Directions >>
Check each line of the data below for the word "Rkia", then extract the ones that have it.

Data in this exercise >>
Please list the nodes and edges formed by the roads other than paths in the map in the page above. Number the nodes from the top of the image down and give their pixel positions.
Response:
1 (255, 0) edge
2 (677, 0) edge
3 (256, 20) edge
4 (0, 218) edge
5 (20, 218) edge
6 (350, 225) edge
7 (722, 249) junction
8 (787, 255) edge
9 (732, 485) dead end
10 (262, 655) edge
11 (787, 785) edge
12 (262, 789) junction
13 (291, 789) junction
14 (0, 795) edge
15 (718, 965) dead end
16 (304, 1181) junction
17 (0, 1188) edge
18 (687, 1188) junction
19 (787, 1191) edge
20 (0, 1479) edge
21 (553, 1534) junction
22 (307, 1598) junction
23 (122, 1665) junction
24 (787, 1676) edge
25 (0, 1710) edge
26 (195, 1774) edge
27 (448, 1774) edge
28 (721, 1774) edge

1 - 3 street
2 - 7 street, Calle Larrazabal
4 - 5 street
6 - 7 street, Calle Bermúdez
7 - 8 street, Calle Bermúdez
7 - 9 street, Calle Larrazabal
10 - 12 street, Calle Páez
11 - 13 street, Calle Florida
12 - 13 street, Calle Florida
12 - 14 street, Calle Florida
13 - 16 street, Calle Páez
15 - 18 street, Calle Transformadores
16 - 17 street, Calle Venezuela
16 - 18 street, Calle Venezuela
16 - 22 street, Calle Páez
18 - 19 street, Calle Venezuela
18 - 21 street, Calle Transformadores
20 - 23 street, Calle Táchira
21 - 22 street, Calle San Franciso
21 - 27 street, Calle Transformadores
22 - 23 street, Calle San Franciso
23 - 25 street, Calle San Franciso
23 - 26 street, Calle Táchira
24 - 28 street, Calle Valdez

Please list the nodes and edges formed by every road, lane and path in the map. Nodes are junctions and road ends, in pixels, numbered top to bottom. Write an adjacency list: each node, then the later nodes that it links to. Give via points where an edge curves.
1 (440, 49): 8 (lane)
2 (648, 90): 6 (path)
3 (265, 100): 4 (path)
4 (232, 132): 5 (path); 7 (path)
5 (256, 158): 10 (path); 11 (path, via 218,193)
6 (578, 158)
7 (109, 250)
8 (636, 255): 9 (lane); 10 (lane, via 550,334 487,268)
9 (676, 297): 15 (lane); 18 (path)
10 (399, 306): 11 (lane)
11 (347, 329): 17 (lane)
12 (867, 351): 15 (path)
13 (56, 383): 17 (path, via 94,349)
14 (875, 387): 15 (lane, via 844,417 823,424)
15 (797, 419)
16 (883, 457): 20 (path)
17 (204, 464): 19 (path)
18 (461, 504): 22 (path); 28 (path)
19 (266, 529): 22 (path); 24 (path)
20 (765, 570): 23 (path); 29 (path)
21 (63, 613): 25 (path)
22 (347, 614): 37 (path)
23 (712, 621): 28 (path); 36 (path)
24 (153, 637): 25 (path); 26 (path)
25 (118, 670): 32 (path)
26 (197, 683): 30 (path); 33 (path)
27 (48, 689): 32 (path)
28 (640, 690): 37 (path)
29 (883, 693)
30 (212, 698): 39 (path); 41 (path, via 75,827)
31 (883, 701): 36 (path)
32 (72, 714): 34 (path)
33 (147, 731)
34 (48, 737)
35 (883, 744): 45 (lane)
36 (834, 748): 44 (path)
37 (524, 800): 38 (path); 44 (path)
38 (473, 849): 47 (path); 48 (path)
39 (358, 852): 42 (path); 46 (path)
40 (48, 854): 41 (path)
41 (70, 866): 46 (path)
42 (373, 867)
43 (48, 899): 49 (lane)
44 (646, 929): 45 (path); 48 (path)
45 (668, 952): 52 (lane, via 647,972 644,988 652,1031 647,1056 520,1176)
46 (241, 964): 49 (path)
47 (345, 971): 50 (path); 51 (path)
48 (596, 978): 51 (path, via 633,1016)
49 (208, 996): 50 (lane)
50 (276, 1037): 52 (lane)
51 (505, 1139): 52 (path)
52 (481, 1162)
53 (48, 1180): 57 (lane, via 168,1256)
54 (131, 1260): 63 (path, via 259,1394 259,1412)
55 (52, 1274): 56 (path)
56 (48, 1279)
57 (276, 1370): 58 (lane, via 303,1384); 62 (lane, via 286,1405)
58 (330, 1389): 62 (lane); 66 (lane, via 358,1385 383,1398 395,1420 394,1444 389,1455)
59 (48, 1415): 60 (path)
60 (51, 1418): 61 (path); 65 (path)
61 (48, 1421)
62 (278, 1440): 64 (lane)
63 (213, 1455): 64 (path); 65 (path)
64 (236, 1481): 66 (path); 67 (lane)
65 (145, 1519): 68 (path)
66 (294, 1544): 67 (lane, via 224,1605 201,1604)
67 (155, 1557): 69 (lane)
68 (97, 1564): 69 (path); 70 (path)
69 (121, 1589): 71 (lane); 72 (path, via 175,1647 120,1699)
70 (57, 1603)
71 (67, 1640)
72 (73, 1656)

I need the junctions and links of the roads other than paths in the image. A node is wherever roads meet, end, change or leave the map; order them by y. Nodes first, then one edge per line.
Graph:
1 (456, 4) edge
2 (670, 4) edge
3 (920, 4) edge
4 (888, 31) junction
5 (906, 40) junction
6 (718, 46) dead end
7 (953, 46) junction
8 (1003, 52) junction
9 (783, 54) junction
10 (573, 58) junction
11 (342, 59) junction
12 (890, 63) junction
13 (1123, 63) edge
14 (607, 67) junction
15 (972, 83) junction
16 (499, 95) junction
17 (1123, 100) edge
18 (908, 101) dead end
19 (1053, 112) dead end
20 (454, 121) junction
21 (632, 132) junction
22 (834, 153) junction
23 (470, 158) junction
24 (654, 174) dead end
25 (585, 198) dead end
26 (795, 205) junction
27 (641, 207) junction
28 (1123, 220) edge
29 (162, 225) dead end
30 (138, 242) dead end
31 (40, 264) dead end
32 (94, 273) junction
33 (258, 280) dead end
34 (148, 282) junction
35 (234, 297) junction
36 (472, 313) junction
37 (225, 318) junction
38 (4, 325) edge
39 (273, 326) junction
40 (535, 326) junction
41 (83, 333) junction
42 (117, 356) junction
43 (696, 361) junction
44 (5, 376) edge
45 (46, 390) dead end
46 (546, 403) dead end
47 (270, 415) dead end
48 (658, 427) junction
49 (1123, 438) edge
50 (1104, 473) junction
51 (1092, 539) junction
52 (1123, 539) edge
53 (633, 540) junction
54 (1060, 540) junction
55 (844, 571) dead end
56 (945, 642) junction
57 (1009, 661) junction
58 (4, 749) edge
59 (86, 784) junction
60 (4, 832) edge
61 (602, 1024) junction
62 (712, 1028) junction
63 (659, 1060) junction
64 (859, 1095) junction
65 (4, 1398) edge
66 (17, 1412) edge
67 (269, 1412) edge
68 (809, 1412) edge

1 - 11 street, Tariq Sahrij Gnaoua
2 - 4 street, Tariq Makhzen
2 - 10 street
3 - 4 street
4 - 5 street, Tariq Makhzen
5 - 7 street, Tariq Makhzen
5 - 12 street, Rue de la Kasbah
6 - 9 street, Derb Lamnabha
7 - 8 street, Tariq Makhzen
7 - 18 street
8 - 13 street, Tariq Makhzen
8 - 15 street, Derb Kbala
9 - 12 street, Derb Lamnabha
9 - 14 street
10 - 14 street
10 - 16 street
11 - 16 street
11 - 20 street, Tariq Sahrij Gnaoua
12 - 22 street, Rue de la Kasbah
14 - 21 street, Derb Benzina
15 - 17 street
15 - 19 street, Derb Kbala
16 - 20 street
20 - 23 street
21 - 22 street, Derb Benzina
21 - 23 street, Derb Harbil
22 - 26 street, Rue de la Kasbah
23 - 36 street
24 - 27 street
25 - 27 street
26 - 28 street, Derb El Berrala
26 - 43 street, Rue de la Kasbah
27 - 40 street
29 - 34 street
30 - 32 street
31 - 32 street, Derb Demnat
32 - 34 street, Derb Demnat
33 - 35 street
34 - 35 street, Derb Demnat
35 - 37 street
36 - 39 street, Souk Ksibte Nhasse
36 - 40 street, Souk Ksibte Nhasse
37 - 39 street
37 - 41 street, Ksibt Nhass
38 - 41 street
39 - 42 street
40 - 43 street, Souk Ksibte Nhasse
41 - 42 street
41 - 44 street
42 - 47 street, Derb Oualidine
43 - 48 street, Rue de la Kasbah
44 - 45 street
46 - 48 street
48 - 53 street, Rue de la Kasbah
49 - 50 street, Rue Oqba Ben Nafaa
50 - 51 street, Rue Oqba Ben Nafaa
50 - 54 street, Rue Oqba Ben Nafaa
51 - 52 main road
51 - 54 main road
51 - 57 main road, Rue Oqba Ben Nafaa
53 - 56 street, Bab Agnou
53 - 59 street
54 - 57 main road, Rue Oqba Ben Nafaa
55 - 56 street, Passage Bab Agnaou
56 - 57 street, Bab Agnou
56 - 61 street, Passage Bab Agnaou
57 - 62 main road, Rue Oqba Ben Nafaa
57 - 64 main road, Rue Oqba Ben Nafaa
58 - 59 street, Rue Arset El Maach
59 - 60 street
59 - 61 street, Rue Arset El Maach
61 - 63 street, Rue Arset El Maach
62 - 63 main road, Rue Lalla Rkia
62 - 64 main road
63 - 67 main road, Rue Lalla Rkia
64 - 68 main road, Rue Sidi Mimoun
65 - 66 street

Response for this exercise >>
62 - 63 main road, Rue Lalla Rkia
63 - 67 main road, Rue Lalla Rkia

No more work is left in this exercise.